__Your task__:
Could you write out each of the records below exactly?

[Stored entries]
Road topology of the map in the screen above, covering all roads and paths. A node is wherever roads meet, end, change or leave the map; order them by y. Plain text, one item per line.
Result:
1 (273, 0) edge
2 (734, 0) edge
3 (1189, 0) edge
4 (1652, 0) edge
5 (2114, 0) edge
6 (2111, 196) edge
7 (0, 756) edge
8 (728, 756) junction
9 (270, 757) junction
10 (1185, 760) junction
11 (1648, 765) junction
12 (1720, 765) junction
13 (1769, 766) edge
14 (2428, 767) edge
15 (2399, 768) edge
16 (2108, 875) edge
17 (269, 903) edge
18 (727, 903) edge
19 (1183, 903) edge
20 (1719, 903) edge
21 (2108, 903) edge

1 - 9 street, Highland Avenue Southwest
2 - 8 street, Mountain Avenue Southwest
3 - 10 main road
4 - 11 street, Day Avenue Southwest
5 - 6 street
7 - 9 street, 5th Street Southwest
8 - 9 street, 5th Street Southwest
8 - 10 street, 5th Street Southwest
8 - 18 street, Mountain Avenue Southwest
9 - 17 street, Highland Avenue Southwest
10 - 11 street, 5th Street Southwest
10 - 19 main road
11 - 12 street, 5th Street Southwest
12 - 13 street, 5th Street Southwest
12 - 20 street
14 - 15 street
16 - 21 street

__Result for this exercise__:
Road topology of the map in the screen above, covering all roads and paths. A node is wherever roads meet, end, change or leave the map; order them by y. Plain text, one item per line.
Result:
1 (273, 0) edge
2 (734, 0) edge
3 (1189, 0) edge
4 (1652, 0) edge
5 (2114, 0) edge
6 (2111, 196) edge
7 (0, 756) edge
8 (728, 756) junction
9 (270, 757) junction
10 (1185, 760) junction
11 (1648, 765) junction
12 (1720, 765) junction
13 (1769, 766) edge
14 (2428, 767) edge
15 (2399, 768) edge
16 (2108, 875) edge
17 (269, 903) edge
18 (727, 903) edge
19 (1183, 903) edge
20 (1719, 903) edge
21 (2108, 903) edge

1 - 9 street, Highland Avenue Southwest
2 - 8 street, Mountain Avenue Southwest
3 - 10 main road
4 - 11 street, Day Avenue Southwest
5 - 6 street
7 - 9 street, 5th Street Southwest
8 - 9 street, 5th Street Southwest
8 - 10 street, 5th Street Southwest
8 - 18 street, Mountain Avenue Southwest
9 - 17 street, Highland Avenue Southwest
10 - 11 street, 5th Street Southwest
10 - 19 main road
11 - 12 street, 5th Street Southwest
12 - 13 street, 5th Street Southwest
12 - 20 street
14 - 15 street
16 - 21 street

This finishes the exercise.